══ Given records

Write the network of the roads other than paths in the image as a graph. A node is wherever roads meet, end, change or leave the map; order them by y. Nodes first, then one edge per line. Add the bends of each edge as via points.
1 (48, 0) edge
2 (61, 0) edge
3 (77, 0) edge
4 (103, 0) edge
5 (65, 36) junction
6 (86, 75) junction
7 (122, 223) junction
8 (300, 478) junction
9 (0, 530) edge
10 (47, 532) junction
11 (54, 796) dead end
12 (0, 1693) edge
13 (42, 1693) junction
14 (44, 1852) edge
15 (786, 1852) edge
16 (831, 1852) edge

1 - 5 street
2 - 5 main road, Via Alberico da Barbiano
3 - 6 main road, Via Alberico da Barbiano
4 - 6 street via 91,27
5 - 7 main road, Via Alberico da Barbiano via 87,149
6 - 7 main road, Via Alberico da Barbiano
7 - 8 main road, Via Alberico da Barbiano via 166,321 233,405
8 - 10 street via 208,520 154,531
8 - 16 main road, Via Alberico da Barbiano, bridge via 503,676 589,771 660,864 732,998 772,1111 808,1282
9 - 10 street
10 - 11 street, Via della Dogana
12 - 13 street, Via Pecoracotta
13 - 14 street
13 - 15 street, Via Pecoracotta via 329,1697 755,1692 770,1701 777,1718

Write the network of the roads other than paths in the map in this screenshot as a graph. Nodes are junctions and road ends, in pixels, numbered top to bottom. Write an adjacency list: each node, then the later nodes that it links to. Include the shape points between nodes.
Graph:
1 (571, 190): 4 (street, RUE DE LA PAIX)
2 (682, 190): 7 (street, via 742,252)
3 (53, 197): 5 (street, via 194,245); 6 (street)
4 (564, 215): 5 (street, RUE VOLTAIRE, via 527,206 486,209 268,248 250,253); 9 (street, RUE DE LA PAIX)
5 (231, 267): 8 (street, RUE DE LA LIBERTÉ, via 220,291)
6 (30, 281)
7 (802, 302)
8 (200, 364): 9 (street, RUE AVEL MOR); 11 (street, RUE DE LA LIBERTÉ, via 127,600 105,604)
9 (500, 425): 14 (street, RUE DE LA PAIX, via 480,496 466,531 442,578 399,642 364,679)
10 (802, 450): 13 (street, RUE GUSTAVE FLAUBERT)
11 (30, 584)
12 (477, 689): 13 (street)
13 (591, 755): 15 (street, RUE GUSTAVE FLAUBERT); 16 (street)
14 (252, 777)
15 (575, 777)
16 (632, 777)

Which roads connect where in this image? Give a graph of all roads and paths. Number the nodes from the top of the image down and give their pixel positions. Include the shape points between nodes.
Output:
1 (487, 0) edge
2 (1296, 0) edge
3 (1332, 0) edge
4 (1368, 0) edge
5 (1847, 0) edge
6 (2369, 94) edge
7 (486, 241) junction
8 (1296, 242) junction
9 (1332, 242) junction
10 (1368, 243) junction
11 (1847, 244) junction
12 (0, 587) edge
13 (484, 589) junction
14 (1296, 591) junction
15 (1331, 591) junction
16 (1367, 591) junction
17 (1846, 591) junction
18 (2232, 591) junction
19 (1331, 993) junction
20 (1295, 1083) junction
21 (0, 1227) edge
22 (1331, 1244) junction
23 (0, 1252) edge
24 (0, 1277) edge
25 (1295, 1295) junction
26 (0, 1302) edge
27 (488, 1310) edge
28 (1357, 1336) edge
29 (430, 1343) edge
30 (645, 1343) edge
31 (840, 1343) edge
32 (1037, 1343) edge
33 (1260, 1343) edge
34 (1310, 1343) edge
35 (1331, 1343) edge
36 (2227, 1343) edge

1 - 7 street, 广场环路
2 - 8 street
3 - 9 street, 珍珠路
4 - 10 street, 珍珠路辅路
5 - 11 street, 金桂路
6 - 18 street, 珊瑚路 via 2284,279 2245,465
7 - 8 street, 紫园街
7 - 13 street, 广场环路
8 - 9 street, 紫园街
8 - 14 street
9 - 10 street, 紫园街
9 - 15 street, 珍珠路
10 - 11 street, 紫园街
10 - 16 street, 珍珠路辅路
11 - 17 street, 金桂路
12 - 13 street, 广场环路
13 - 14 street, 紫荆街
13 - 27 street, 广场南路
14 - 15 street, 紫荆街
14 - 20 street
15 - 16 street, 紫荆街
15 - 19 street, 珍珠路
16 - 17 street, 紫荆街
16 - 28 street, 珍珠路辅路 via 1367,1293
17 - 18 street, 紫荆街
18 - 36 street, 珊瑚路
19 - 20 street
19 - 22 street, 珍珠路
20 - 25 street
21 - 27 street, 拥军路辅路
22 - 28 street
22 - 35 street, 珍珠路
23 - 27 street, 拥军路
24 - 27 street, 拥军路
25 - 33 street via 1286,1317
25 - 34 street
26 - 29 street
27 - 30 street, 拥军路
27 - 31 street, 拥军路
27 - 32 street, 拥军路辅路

════

Task prompt: Retype all of the records above, keeping them identical.

Response to the exercise:
Write the network of the roads other than paths in the image as a graph. A node is wherever roads meet, end, change or leave the map; order them by y. Nodes first, then one edge per line. Add the bends of each edge as via points.
1 (48, 0) edge
2 (61, 0) edge
3 (77, 0) edge
4 (103, 0) edge
5 (65, 36) junction
6 (86, 75) junction
7 (122, 223) junction
8 (300, 478) junction
9 (0, 530) edge
10 (47, 532) junction
11 (54, 796) dead end
12 (0, 1693) edge
13 (42, 1693) junction
14 (44, 1852) edge
15 (786, 1852) edge
16 (831, 1852) edge

1 - 5 street
2 - 5 main road, Via Alberico da Barbiano
3 - 6 main road, Via Alberico da Barbiano
4 - 6 street via 91,27
5 - 7 main road, Via Alberico da Barbiano via 87,149
6 - 7 main road, Via Alberico da Barbiano
7 - 8 main road, Via Alberico da Barbiano via 166,321 233,405
8 - 10 street via 208,520 154,531
8 - 16 main road, Via Alberico da Barbiano, bridge via 503,676 589,771 660,864 732,998 772,1111 808,1282
9 - 10 street
10 - 11 street, Via della Dogana
12 - 13 street, Via Pecoracotta
13 - 14 street
13 - 15 street, Via Pecoracotta via 329,1697 755,1692 770,1701 777,1718

Write the network of the roads other than paths in the map in this screenshot as a graph. Nodes are junctions and road ends, in pixels, numbered top to bottom. Write an adjacency list: each node, then the later nodes that it links to. Include the shape points between nodes.
Graph:
1 (571, 190): 4 (street, RUE DE LA PAIX)
2 (682, 190): 7 (street, via 742,252)
3 (53, 197): 5 (street, via 194,245); 6 (street)
4 (564, 215): 5 (street, RUE VOLTAIRE, via 527,206 486,209 268,248 250,253); 9 (street, RUE DE LA PAIX)
5 (231, 267): 8 (street, RUE DE LA LIBERTÉ, via 220,291)
6 (30, 281)
7 (802, 302)
8 (200, 364): 9 (street, RUE AVEL MOR); 11 (street, RUE DE LA LIBERTÉ, via 127,600 105,604)
9 (500, 425): 14 (street, RUE DE LA PAIX, via 480,496 466,531 442,578 399,642 364,679)
10 (802, 450): 13 (street, RUE GUSTAVE FLAUBERT)
11 (30, 584)
12 (477, 689): 13 (street)
13 (591, 755): 15 (street, RUE GUSTAVE FLAUBERT); 16 (street)
14 (252, 777)
15 (575, 777)
16 (632, 777)

Which roads connect where in this image? Give a graph of all roads and paths. Number the nodes from the top of the image down and give their pixel positions. Include the shape points between nodes.
Output:
1 (487, 0) edge
2 (1296, 0) edge
3 (1332, 0) edge
4 (1368, 0) edge
5 (1847, 0) edge
6 (2369, 94) edge
7 (486, 241) junction
8 (1296, 242) junction
9 (1332, 242) junction
10 (1368, 243) junction
11 (1847, 244) junction
12 (0, 587) edge
13 (484, 589) junction
14 (1296, 591) junction
15 (1331, 591) junction
16 (1367, 591) junction
17 (1846, 591) junction
18 (2232, 591) junction
19 (1331, 993) junction
20 (1295, 1083) junction
21 (0, 1227) edge
22 (1331, 1244) junction
23 (0, 1252) edge
24 (0, 1277) edge
25 (1295, 1295) junction
26 (0, 1302) edge
27 (488, 1310) edge
28 (1357, 1336) edge
29 (430, 1343) edge
30 (645, 1343) edge
31 (840, 1343) edge
32 (1037, 1343) edge
33 (1260, 1343) edge
34 (1310, 1343) edge
35 (1331, 1343) edge
36 (2227, 1343) edge

1 - 7 street, 广场环路
2 - 8 street
3 - 9 street, 珍珠路
4 - 10 street, 珍珠路辅路
5 - 11 street, 金桂路
6 - 18 street, 珊瑚路 via 2284,279 2245,465
7 - 8 street, 紫园街
7 - 13 street, 广场环路
8 - 9 street, 紫园街
8 - 14 street
9 - 10 street, 紫园街
9 - 15 street, 珍珠路
10 - 11 street, 紫园街
10 - 16 street, 珍珠路辅路
11 - 17 street, 金桂路
12 - 13 street, 广场环路
13 - 14 street, 紫荆街
13 - 27 street, 广场南路
14 - 15 street, 紫荆街
14 - 20 street
15 - 16 street, 紫荆街
15 - 19 street, 珍珠路
16 - 17 street, 紫荆街
16 - 28 street, 珍珠路辅路 via 1367,1293
17 - 18 street, 紫荆街
18 - 36 street, 珊瑚路
19 - 20 street
19 - 22 street, 珍珠路
20 - 25 street
21 - 27 street, 拥军路辅路
22 - 28 street
22 - 35 street, 珍珠路
23 - 27 street, 拥军路
24 - 27 street, 拥军路
25 - 33 street via 1286,1317
25 - 34 street
26 - 29 street
27 - 30 street, 拥军路
27 - 31 street, 拥军路
27 - 32 street, 拥军路辅路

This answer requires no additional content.